My parents divorced when I was young and I'm assuming it was because my mom couldn't handle the drinking any longer. Many bad things happened and almost happened to me and my sis because of his drinking, but my mom did everything she could to protect us.
As dad went down the road of recovery, he hit many bumps along the way. Eventually, he was sober long enough for my mom to allow him to come around again.
I remember when I was in middle school (and high school), he would catch a bus to mom's house to visit me. We would grab our tennis rackets and head across the street to the middle school courts. We never stayed on the courts very long because we both sucked! We decided to play doubles. Me and dad against the massive wall of AMS.
Other times we would take the basketball out for a round or two of H.O.R.S.E. I can't remember who won but I was pretty good then, we'll say it was me. On days when the sun brought too much heat to southwest Houston, we stayed inside and played games. Mainly dominoes. That's why I always kick the hubs' ass today. Ha!
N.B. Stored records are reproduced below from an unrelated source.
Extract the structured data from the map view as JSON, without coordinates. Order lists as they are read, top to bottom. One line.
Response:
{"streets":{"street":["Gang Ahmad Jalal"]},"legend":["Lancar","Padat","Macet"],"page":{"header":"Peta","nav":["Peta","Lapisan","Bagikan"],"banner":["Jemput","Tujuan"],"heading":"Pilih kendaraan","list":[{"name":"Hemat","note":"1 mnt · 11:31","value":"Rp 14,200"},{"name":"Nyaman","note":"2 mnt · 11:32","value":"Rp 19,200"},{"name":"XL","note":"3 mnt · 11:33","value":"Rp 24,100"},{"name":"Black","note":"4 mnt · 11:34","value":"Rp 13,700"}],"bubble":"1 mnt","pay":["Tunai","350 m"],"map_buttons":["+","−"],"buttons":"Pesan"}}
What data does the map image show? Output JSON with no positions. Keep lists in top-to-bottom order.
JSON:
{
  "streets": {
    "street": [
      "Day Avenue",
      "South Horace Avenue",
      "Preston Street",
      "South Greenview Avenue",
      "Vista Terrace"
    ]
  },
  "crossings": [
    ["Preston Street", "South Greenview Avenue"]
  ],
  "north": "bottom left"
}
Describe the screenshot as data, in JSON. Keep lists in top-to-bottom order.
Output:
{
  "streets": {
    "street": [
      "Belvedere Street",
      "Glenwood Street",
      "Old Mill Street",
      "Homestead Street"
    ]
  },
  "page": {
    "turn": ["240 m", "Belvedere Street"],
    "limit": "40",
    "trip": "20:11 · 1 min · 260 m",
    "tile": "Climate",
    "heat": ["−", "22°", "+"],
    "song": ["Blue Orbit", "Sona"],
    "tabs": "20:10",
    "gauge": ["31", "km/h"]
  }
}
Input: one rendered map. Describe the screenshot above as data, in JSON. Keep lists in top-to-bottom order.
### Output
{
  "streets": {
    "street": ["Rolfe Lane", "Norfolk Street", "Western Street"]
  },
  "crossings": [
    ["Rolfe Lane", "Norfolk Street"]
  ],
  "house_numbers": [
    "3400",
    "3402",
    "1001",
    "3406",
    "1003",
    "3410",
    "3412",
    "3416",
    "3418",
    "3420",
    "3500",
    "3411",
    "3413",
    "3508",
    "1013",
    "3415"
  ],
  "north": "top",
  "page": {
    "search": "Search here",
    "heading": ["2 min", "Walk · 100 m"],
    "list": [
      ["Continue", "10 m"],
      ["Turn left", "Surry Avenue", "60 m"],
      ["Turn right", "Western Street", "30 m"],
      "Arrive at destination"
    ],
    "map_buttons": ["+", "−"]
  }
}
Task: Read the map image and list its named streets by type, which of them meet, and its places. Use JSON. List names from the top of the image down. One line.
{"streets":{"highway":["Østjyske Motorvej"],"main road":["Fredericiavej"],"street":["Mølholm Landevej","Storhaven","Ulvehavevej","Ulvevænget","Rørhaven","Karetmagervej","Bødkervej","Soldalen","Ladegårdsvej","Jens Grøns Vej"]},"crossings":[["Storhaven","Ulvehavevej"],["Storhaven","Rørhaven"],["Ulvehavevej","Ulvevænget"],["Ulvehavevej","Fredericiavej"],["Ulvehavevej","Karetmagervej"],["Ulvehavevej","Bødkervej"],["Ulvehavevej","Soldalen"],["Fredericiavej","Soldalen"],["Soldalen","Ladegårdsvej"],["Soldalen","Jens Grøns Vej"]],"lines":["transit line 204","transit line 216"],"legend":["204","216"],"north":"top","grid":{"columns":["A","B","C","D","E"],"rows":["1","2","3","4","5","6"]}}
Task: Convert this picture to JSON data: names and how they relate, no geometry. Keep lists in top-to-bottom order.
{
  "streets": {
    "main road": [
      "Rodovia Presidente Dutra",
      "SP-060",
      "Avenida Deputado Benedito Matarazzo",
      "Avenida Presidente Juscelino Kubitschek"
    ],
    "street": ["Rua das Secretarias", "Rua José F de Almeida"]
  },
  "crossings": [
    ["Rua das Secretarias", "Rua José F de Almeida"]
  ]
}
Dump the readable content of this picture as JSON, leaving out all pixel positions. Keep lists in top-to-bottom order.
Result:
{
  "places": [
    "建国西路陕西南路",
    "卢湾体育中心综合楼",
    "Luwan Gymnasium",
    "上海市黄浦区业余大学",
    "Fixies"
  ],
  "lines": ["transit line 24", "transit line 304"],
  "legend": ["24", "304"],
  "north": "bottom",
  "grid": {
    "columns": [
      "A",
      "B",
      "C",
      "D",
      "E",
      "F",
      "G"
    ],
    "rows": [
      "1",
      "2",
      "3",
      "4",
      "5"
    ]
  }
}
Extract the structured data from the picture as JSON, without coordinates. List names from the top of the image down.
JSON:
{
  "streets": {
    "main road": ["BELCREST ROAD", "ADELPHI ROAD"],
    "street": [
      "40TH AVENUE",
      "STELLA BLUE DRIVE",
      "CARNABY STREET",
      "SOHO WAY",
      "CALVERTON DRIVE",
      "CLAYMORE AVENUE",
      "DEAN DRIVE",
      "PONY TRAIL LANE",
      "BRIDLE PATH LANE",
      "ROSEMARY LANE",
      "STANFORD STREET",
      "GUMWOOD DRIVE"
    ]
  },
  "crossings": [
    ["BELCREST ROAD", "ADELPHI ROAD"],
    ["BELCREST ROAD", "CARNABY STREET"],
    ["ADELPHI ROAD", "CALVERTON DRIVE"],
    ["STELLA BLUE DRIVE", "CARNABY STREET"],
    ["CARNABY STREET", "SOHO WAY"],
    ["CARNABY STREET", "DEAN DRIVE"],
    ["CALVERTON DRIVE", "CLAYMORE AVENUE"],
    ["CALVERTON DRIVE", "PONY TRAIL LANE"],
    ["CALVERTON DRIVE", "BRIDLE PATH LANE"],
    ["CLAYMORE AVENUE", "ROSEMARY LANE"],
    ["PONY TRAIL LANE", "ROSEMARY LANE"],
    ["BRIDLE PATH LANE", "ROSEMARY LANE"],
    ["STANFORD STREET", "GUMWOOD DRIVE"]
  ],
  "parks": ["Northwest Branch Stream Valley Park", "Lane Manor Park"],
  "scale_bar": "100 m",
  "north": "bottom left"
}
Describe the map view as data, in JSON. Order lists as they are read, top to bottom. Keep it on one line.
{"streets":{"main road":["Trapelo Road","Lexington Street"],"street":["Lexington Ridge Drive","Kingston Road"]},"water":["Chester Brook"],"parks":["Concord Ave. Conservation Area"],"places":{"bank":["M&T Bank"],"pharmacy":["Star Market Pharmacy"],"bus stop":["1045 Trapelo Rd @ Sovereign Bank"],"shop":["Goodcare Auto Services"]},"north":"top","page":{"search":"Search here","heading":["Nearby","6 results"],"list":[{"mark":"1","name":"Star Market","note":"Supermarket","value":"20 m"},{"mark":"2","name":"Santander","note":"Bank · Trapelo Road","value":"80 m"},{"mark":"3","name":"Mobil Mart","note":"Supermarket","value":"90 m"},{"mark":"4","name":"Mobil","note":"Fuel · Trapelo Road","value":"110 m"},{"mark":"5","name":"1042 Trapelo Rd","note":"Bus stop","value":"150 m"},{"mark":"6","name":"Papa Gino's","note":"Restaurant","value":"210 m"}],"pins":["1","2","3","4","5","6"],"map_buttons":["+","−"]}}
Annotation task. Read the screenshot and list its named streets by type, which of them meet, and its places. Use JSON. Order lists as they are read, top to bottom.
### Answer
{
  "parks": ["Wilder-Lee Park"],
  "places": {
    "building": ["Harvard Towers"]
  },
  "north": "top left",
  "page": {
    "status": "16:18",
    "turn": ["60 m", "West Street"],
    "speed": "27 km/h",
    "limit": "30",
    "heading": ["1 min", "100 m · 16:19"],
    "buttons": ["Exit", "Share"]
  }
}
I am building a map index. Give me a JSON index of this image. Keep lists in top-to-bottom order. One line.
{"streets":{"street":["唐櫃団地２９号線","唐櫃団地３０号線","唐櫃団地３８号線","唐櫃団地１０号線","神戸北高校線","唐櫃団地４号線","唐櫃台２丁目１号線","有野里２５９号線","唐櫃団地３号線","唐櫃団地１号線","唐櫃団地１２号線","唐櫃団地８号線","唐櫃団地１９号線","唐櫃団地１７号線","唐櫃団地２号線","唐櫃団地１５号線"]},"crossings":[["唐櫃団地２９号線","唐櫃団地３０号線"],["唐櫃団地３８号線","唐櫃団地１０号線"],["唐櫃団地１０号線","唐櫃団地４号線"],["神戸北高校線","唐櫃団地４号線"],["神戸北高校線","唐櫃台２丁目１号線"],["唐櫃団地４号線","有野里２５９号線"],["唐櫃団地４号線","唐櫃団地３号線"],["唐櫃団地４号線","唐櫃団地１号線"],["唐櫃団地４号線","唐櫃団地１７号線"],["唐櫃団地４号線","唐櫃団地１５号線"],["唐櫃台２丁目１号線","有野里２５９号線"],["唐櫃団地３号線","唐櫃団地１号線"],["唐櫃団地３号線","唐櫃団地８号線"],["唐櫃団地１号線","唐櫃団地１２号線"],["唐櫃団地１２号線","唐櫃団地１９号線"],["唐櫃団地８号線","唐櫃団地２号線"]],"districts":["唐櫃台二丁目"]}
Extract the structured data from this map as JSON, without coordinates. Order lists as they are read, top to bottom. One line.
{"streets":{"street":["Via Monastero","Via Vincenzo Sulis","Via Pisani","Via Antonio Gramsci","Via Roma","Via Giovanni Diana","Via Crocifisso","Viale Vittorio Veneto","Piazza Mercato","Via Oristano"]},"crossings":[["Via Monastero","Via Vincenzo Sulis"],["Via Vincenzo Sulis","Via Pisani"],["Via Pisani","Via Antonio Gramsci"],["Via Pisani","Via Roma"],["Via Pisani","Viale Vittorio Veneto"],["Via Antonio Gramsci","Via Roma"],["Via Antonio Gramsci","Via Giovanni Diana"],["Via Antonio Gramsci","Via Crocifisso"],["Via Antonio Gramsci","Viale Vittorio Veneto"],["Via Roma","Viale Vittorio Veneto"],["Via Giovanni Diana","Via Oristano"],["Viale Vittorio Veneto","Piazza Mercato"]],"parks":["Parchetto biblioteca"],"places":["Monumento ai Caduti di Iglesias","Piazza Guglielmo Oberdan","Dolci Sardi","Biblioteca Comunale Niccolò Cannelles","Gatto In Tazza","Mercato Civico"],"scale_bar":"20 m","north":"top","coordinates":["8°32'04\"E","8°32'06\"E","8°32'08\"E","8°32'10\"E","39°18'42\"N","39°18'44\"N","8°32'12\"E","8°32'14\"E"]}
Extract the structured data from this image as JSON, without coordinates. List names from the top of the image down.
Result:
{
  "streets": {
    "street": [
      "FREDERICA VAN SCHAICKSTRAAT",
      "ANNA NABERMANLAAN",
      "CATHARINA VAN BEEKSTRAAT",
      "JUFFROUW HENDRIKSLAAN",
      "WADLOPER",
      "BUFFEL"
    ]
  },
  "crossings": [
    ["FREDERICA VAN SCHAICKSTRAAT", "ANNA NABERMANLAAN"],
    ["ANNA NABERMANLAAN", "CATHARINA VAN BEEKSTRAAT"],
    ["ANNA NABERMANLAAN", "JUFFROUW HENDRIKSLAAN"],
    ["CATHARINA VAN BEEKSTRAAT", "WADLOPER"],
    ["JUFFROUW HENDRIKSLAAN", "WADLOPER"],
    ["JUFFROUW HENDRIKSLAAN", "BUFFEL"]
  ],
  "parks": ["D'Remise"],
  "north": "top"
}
Ha! (Love ya Babe!)
Now that I'm thinking about it, I remember days when I would visit him at the halfway house and play pool for hours. I loved playing pool with dad. I also remember him working at a dog kennel, or something like it, and I would walk through with him and pet all the dogs.
Anyway, after his visits we would pile in the car and mom would drop dad off at the bus station. He'd give me a kiss and we'd say our goodbye's. As we drove off I'd watch him walk to the bench, drop his bag, and take a seat. When we turned out of the station and headed back home, I would look at him from a distance. Sometimes he waved, sometimes he didn't.
I guess this isn't the condensed version. Sorry.
As I got older, spending weekends with Dad didn't sound like much fun. His visits became few and far between.
Graduation approached and I remember he was very excited to see his only child graduate. The day came but my dad didn't. Some time in the year of 2000 was the last I saw or talked to him.
It's been 9 years and many things have changed. Two kids, a new house, new husband (not in that order), new job, new problems and a new me.
So where are you Robbie Jim Cochran?
I have a few things to show you. Bean and D are wonderful children. Sean aka 'The Hubs' makes everyday a good one (most of the time), and I'm still your little girl. Just all grown up.
And I know this is a loooooooooooong shot but, if you know him, just tell him I love him.